- **EXERCISE BRIEF**
Report how many lines in the records that follow have the word "other" in them, giving the number and nothing more.

##### DATA #####

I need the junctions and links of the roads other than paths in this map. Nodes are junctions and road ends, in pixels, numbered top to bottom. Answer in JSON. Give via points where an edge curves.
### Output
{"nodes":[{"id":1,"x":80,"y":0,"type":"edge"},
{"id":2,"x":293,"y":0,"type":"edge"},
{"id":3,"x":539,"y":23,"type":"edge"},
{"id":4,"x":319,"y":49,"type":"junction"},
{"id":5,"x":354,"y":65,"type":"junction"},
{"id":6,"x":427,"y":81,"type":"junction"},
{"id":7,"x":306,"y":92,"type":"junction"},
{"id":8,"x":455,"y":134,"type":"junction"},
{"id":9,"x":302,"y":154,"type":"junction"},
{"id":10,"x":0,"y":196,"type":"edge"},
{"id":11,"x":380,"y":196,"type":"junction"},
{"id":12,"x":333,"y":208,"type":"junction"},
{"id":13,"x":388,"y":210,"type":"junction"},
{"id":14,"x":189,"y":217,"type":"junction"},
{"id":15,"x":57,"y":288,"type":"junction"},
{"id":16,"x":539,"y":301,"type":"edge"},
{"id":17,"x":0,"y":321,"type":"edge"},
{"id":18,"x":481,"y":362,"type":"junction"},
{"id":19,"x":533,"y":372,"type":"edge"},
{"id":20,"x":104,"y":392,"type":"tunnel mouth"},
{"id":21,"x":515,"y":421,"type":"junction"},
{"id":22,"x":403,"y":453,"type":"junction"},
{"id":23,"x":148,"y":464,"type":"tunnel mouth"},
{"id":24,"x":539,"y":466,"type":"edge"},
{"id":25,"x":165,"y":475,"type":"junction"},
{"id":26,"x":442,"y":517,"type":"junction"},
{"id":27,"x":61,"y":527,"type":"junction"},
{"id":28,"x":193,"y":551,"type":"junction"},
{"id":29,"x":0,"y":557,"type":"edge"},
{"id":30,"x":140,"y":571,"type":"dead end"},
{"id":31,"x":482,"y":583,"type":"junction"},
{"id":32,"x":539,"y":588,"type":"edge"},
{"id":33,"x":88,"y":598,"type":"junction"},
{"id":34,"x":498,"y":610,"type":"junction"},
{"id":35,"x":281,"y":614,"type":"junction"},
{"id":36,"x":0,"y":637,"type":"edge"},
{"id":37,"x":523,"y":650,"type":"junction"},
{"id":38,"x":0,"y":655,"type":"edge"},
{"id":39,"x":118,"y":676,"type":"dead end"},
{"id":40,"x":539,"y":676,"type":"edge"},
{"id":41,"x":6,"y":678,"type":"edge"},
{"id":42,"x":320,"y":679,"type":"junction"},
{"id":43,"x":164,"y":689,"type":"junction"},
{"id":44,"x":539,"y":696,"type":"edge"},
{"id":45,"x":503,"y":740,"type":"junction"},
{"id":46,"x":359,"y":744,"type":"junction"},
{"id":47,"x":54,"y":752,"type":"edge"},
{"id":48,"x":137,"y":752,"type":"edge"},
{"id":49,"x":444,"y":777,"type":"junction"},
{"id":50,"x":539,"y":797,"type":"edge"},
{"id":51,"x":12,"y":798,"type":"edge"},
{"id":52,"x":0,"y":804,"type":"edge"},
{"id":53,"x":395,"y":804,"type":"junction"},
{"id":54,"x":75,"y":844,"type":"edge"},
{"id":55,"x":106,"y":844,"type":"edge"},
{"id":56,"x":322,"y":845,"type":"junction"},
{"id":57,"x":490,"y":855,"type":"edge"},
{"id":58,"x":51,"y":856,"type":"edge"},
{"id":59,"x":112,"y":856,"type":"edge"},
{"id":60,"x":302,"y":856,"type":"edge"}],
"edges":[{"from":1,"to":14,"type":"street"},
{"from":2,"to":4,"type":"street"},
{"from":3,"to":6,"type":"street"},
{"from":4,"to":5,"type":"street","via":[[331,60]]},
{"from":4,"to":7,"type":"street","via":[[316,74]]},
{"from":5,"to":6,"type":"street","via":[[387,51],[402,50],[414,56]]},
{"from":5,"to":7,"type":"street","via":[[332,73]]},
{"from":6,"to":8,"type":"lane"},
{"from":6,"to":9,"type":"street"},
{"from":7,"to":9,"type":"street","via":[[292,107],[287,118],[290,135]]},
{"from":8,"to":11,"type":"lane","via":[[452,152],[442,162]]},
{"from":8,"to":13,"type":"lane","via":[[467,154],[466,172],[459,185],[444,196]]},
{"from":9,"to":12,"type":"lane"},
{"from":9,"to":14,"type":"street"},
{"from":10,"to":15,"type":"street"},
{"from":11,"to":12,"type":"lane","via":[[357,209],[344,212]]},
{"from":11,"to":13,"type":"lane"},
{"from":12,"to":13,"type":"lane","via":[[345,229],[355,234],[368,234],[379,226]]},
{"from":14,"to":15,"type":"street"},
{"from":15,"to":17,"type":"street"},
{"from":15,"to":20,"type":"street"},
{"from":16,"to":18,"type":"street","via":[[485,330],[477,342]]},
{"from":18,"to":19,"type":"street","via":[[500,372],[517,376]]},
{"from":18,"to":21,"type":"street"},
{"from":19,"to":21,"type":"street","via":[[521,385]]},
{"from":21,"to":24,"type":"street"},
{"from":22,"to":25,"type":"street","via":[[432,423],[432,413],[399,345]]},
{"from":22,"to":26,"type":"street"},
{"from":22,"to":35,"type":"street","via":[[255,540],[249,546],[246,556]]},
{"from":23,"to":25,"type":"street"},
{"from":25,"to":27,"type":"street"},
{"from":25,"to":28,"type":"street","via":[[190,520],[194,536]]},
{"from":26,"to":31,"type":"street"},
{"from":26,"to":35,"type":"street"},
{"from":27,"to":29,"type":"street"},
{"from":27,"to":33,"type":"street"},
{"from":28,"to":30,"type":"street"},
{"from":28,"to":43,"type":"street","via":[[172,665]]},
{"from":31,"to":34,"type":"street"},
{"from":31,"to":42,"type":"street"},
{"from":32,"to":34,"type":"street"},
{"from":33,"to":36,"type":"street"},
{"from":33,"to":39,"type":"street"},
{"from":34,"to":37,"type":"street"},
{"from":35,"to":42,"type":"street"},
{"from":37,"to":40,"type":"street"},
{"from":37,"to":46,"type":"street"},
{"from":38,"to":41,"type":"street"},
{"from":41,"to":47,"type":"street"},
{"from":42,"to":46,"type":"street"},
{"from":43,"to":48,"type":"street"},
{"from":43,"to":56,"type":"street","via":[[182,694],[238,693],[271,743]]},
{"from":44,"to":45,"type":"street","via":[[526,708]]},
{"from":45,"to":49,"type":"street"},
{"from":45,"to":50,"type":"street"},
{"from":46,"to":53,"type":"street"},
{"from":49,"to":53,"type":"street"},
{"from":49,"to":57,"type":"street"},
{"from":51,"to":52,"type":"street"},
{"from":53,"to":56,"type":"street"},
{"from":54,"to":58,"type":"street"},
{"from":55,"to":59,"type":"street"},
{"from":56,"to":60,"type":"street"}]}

#####
##### DATA #####

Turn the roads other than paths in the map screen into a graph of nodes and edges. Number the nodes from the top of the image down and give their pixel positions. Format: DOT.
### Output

#####

- **PROBLEM SOLUTION**
2